Conjoined twins successfully separated

Everyone is happy as the conjoined twins from the Philippines had a successful surgery. Doctor manages to separate the twins safely.

The operation got conducted by 20 surgeons with around 15 to 20 staff at the Lucile Packard Children’s Hospital worked for 10 hours so that they could separate Angelina from Angelica Sabuco. The twins had spent most of their lives so far connected at the chest and abdomen.

Mother Ginady Sabuco says she is thanking God for everything; words are not enough to express the feeling that they have right now.

Lead surgeon Gary Hartman at the hospital in the northern Californian city of Palo Alto believes that the girls will have a complete recovery.

He added that the two are remarkably resilient. The lasting prognosis is that they would expect a happy, strong set of girls. As of now, the doctors do not see any hindrance upon the full recovery of the twins.

Currently the twins are sleeping in an intensive care and sedated, but may be woken up on Wednesday and are possible to spend a week in the ICU and another week, in hospital, if nothing wrong happened.

Hartman admits that the surgery took slightly longer than expected, with the riskiest part, which divides the girls’ livers, going slowly but smoothly.

Hartman added that there was no blood loss during that part of the procedure. They were quick in closing the abdominal muscles without a graft, and the chest closure also went better than they expected.

According to Plastic surgeon Peter Lorenz, who led the reconstruction procedures, following the operation, the twin will have a little sign of their past.

He added that the twins is going to have a long scar in the chest area down to the belly.

The twins just turned two last August.
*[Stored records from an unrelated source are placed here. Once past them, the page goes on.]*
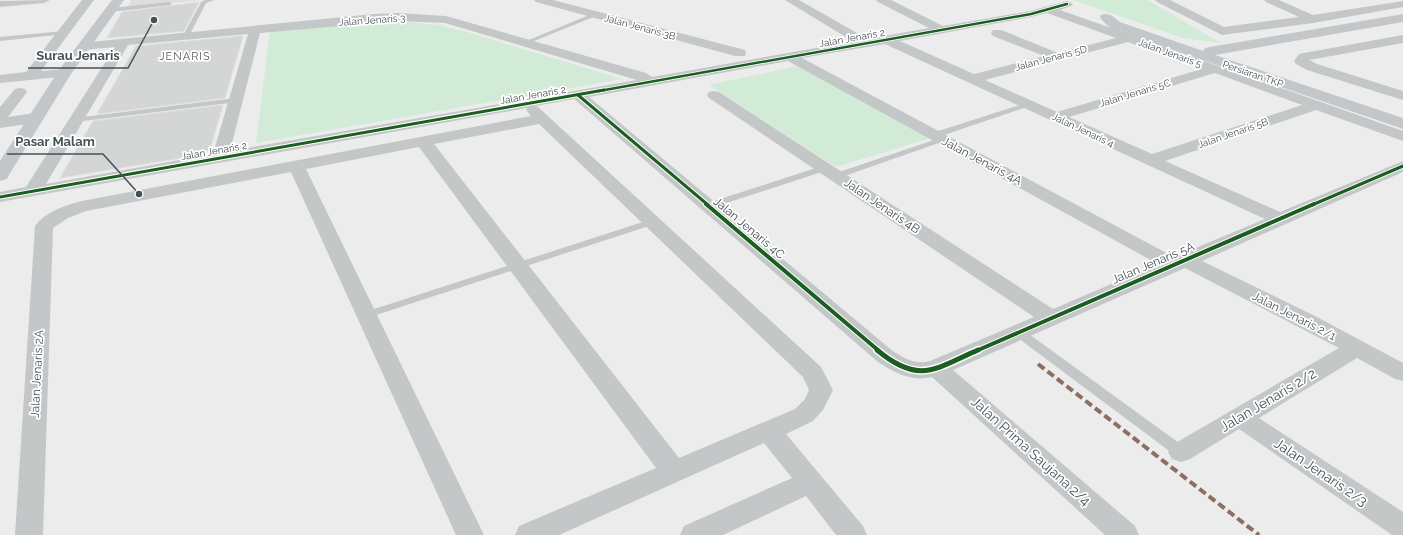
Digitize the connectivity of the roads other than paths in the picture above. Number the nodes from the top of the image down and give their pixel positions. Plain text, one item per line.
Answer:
1 (44, 0) edge
2 (88, 0) edge
3 (211, 0) edge
4 (540, 0) edge
5 (790, 0) edge
6 (882, 0) edge
7 (1161, 0) edge
8 (1270, 0) edge
9 (1380, 0) edge
10 (0, 4) edge
11 (168, 4) dead end
12 (1067, 4) joint
13 (114, 5) edge
14 (1050, 5) edge
15 (1399, 5) edge
16 (594, 15) junction
17 (1106, 18) junction
18 (1403, 18) edge
19 (1313, 19) junction
20 (928, 24) junction
21 (1403, 27) edge
22 (255, 30) junction
23 (942, 30) junction
24 (997, 32) dead end
25 (63, 33) junction
26 (186, 36) junction
27 (853, 36) junction
28 (1130, 38) junction
29 (0, 39) edge
30 (1403, 39) edge
31 (887, 40) junction
32 (1180, 41) junction
33 (124, 42) junction
34 (527, 42) junction
35 (820, 43) dead end
36 (1376, 44) junction
37 (1242, 45) junction
38 (84, 46) junction
39 (1403, 52) edge
40 (740, 53) dead end
41 (1261, 54) junction
42 (1225, 56) junction
43 (790, 57) junction
44 (1058, 57) junction
45 (1211, 59) junction
46 (64, 73) junction
47 (30, 76) junction
48 (1281, 76) junction
49 (0, 79) edge
50 (972, 79) junction
51 (650, 82) junction
52 (20, 92) dead end
53 (578, 95) junction
54 (714, 95) dead end
55 (1403, 96) edge
56 (235, 100) junction
57 (527, 104) junction
58 (1029, 105) junction
59 (1316, 105) junction
60 (1403, 115) edge
61 (0, 117) edge
62 (1055, 117) junction
63 (34, 118) junction
64 (542, 119) junction
65 (75, 120) junction
66 (0, 123) edge
67 (1403, 124) edge
68 (1403, 136) edge
69 (939, 138) junction
70 (422, 141) junction
71 (220, 158) junction
72 (1151, 160) junction
73 (296, 165) junction
74 (1403, 166) edge
75 (830, 172) junction
76 (0, 175) edge
77 (32, 192) junction
78 (0, 198) edge
79 (708, 206) junction
80 (1280, 219) junction
81 (652, 222) junction
82 (1180, 263) junction
83 (517, 266) junction
84 (366, 315) junction
85 (1051, 318) junction
86 (1018, 332) junction
87 (1356, 348) junction
88 (936, 368) junction
89 (910, 372) joint
90 (1403, 373) edge
91 (1239, 417) junction
92 (769, 431) junction
93 (1181, 452) joint
94 (674, 472) junction
95 (810, 482) junction
96 (1403, 527) edge
97 (30, 535) edge
98 (470, 535) edge
99 (529, 535) edge
100 (694, 535) edge
101 (853, 535) edge
102 (1125, 535) edge

1 - 10 street
2 - 25 street
3 - 26 lane
4 - 16 street, Jalan Jenaris 3B
5 - 27 street
6 - 20 street
7 - 19 street
8 - 19 street
9 - 15 street
11 - 13 lane
12 - 14 street, Jalan Jenaris 2
12 - 17 street, Persiaran TKP
13 - 38 street
14 - 23 street, Jalan Jenaris 2
14 - 28 street, Jalan Jenaris 5
15 - 19 street
16 - 34 lane
16 - 40 street, Jalan Jenaris 3B
17 - 32 street, Persiaran TKP
17 - 45 street, Persiaran TKP
18 - 37 street
20 - 23 street
20 - 27 street
21 - 41 street
22 - 26 street, Jalan Jenaris 3
22 - 34 street, Jalan Jenaris 3
22 - 56 street
23 - 31 street, Jalan Jenaris 2
24 - 44 street
25 - 29 lane
25 - 47 street
26 - 33 street, Jalan Jenaris 3
27 - 35 street
28 - 44 street, Jalan Jenaris 5D
28 - 45 street, Jalan Jenaris 5
30 - 36 street
31 - 43 street, Jalan Jenaris 2
31 - 50 street, Jalan Jenaris 4
32 - 37 street
32 - 45 street, Persiaran TKP
33 - 38 street, Jalan Jenaris 3
33 - 65 street
34 - 51 street, Jalan Jenaris 3
36 - 39 street
36 - 55 street
37 - 45 street
38 - 46 street
41 - 42 street
41 - 48 street
42 - 45 street, Persiaran TKP
42 - 48 street, Persiaran TKP
43 - 51 street, Jalan Jenaris 2
43 - 69 street, Jalan Jenaris 4A
44 - 50 street, Jalan Jenaris 5D
45 - 59 street, Jalan Jenaris 5
45 - 62 street, Jalan Jenaris 5C
45 - 67 street, Persiaran TKP
46 - 47 street
46 - 63 street
47 - 49 street
48 - 60 street, Persiaran TKP
50 - 58 street, Jalan Jenaris 4
51 - 53 street, Jalan Jenaris 2
52 - 61 street
53 - 57 street, Jalan Jenaris 2
53 - 79 street, Jalan Jenaris 4C
54 - 75 street, Jalan Jenaris 4B
56 - 65 lane
56 - 71 street
57 - 64 street
57 - 71 street, Jalan Jenaris 2
58 - 62 street, Jalan Jenaris 4
58 - 69 lane
59 - 68 street, Jalan Jenaris 5
59 - 72 street, Jalan Jenaris 5B
62 - 72 street, Jalan Jenaris 4
63 - 66 street
63 - 76 street
64 - 70 street
64 - 81 street
65 - 77 street
69 - 75 lane
69 - 82 street, Jalan Jenaris 4A
70 - 73 street
70 - 83 street
71 - 77 street, Jalan Jenaris 2
72 - 80 street, Jalan Jenaris 4
73 - 84 street
73 - 97 street, Jalan Jenaris 2A
74 - 80 street, Jalan Jenaris 5A
75 - 79 lane
75 - 85 street, Jalan Jenaris 4B
77 - 78 street, Jalan Jenaris 2
79 - 89 street, Jalan Jenaris 4C
80 - 82 street, Jalan Jenaris 5A
81 - 83 lane
81 - 92 street
82 - 85 street, Jalan Jenaris 5A
82 - 87 street, Jalan Jenaris 2/1
83 - 84 lane
83 - 94 street
84 - 98 street
85 - 86 street, Jalan Jenaris 5A
86 - 88 street, Jalan Jenaris 5A
86 - 93 lane
87 - 90 street, Jalan Jenaris 2/1
87 - 91 street, Jalan Jenaris 2/2
88 - 89 street, Jalan Jenaris 5A
88 - 102 street, Jalan Prima Saujana 2/4
91 - 93 street, Jalan Jenaris 2/2
91 - 96 street, Jalan Jenaris 2/3
92 - 94 street
92 - 95 street
94 - 99 street
95 - 100 street
95 - 101 street

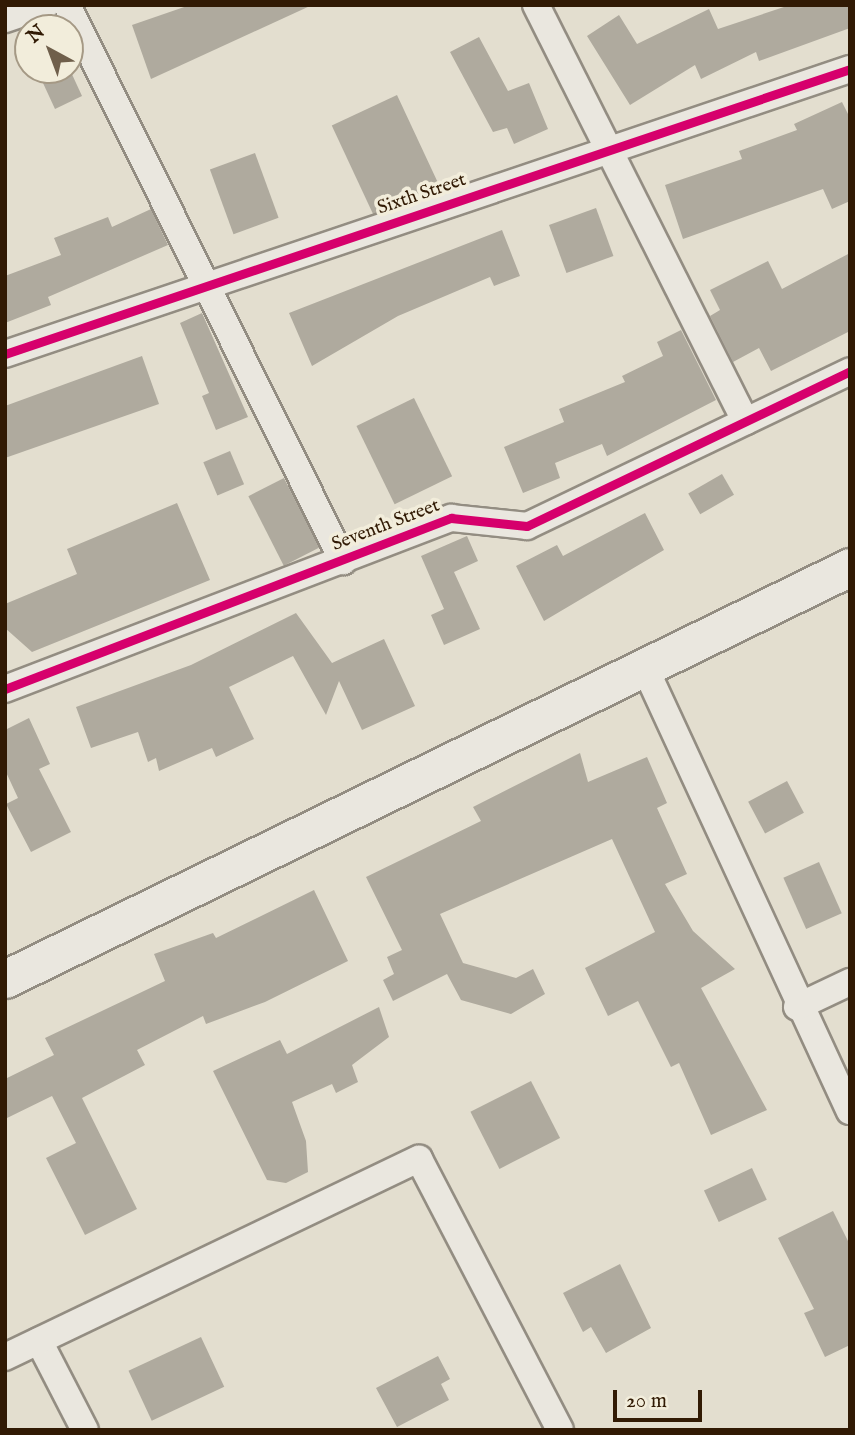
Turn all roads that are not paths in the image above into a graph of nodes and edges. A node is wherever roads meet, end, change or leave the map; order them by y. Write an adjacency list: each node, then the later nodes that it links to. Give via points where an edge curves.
1 (46, 5): 4 (street)
2 (67, 5): 7 (street)
3 (536, 5): 6 (street)
4 (5, 19)
5 (850, 69): 6 (street, Sixth Street)
6 (609, 150): 7 (street, Sixth Street); 10 (street)
7 (209, 285): 8 (street, Sixth Street); 11 (street)
8 (5, 354)
9 (850, 371): 10 (street, Seventh Street)
10 (745, 421): 11 (street, Seventh Street, via 527,526 451,518)
11 (343, 561): 14 (street, Seventh Street)
12 (850, 567): 13 (main road)
13 (645, 668): 15 (main road); 17 (street)
14 (5, 689)
15 (5, 979)
16 (850, 982): 17 (street)
17 (797, 1007): 18 (street)
18 (850, 1111)
19 (39, 1341): 20 (street); 21 (street); 22 (street, via 419,1159)
20 (5, 1357)
21 (85, 1430)
22 (560, 1430)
They got connected at the chest and belly, but they got their own brains, hearts, kidneys, stomachs and intestines.

Prior to the operation, doctors were anticipating that the procedure would six hours of operation. Another two to three hours just to do the reconstruction.

This is not the first time that Hartman has conducted such operation on twins as he had done it with five twins already, prior to this operation. Back in 2007, he manages to separate Yurelia and Fiorella Rocha-Arias of Costa Rica.

Ginady only learned that the babies conjoined when she was seven months pregnant.

She joined her husband, Fidel, in California in late 2010, over a year after the birth, and the couple started meeting with doctors.